DOL Guidance: Gig Economy Workers Are Independent Contractors
Last week the U.S. Department of Labor issued a guidance which provides that workers for a gig economy platform that connects service providers with clients are independent contractors and not employees. The guidance focused upon an unnamed gig economy business, but provided that it is in a class of smart phone or web-based businesses offering platforms that pair customers with workers who provide certain services. The described business model would include ride-hailing apps like Uber and Lyft, cleaning apps like Handy, dog walking apps like Wag or Rover, general labor apps like TaskRabbit, as well as others.

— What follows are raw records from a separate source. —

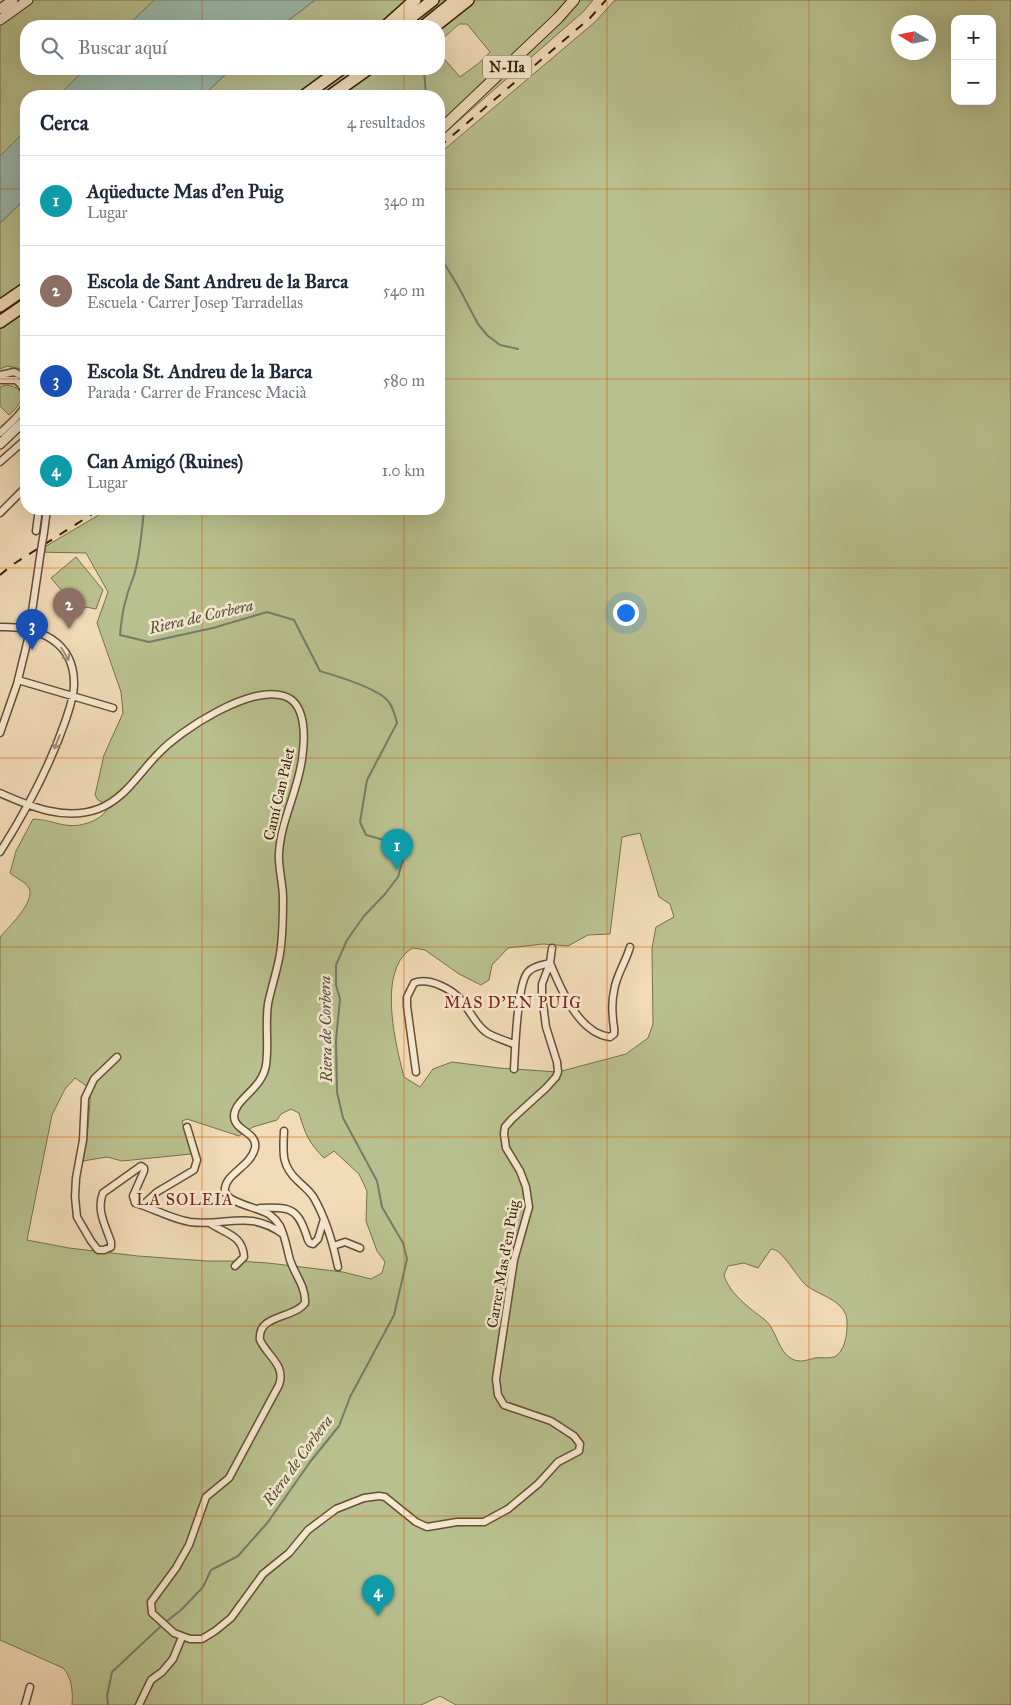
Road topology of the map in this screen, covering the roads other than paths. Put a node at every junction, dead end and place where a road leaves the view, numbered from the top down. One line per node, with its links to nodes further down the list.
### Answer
1 (13, 0): 8 (street)
2 (28, 0): 9 (street)
3 (415, 0): 10 (highway)
4 (433, 0): 11 (highway)
5 (456, 0): 12 (highway)
6 (468, 0): 13 (highway)
7 (574, 0): 18 (main road, N-IIa)
8 (0, 9)
9 (0, 20)
10 (393, 20)
11 (408, 20)
12 (439, 20)
13 (440, 20)
14 (332, 75): 16 (highway)
15 (360, 75): 17 (highway)
16 (312, 90)
17 (338, 90)
18 (445, 125)
19 (20, 292): 20 (highway)
20 (0, 306)
21 (20, 308): 22 (highway)
22 (0, 322)
23 (0, 371): 24 (street)
24 (20, 371)
25 (0, 375): 26 (street)
26 (20, 375)
27 (0, 380): 28 (street)
28 (20, 384)
29 (20, 414): 31 (street)
30 (20, 426): 32 (street)
31 (0, 433)
32 (0, 444)
33 (20, 444): 34 (street)
34 (0, 462)
35 (20, 493): 36 (street)
36 (0, 513)
37 (38, 515): 39 (street)
38 (46, 515): 41 (street, bridge)
39 (36, 531)
40 (0, 627): 41 (street)
41 (30, 629): 42 (street); 43 (street, one-way to 43)
42 (18, 680): 43 (street); 45 (street)
43 (73, 696): 44 (street); 47 (street, one-way to 47)
44 (113, 708)
45 (0, 733)
46 (0, 793): 47 (street)
47 (28, 804): 48 (street); 59 (street, Camí Can Palet)
48 (0, 852)
49 (630, 947): 51 (street)
50 (552, 948): 51 (street, Carrer Mas d'en Puig)
51 (550, 963): 52 (street); 67 (street, Carrer Mas d'en Puig)
52 (515, 1045): 54 (street); 55 (street)
53 (117, 1058): 58 (street)
54 (514, 1069)
55 (416, 1072)
56 (187, 1127): 58 (street)
57 (284, 1131): 60 (street)
58 (143, 1205): 61 (street)
59 (258, 1208): 60 (street); 62 (street)
60 (324, 1218): 63 (street)
61 (211, 1224): 62 (street); 65 (street)
62 (282, 1234): 67 (street)
63 (333, 1246): 64 (street); 66 (street)
64 (360, 1248)
65 (235, 1266)
66 (338, 1267)
67 (182, 1637): 70 (street)
68 (30, 1687): 69 (street)
69 (25, 1705)
70 (139, 1705)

The unnamed company’s business model was analyzed using a six-factor test aimed at discerning “economic realities” of whether workers are employees, who are subject to the Fair Labor Standards Act’s minimum wage and overtime protections or independent contractors, who are not. The DOL, in this matter, concluded that the workers were contractors because they are economically independent from the business, which was described as a “virtual marketplace company that operates in the so-called ‘on-demand’ or ‘sharing economy’”.
The guidance was issued as an opinion letter, which offers the wage and hour division’s perspective on the issue, but does not bind judges or courts. However, this opinion surely can bolster businesses’ legal defenses to workers’ claims in this newer and popular modern business model.
The recent guidance is focused upon one particular business model and should be interpreted narrowly at this time. While some might conclude that the DOL’s guidance suggests a narrowed take on who is an employee, this letter is focused solely upon gig economy business and not on more traditional business models. Courts around the country and the DOL itself still hold the general belief that most workers are employees and not independent contractors. Companies who utilize independent contractors or are considering classifying workers as contractors should consult with employment counsel to properly evaluate federal and local laws to determine if the worker legally can be classified as a contractor.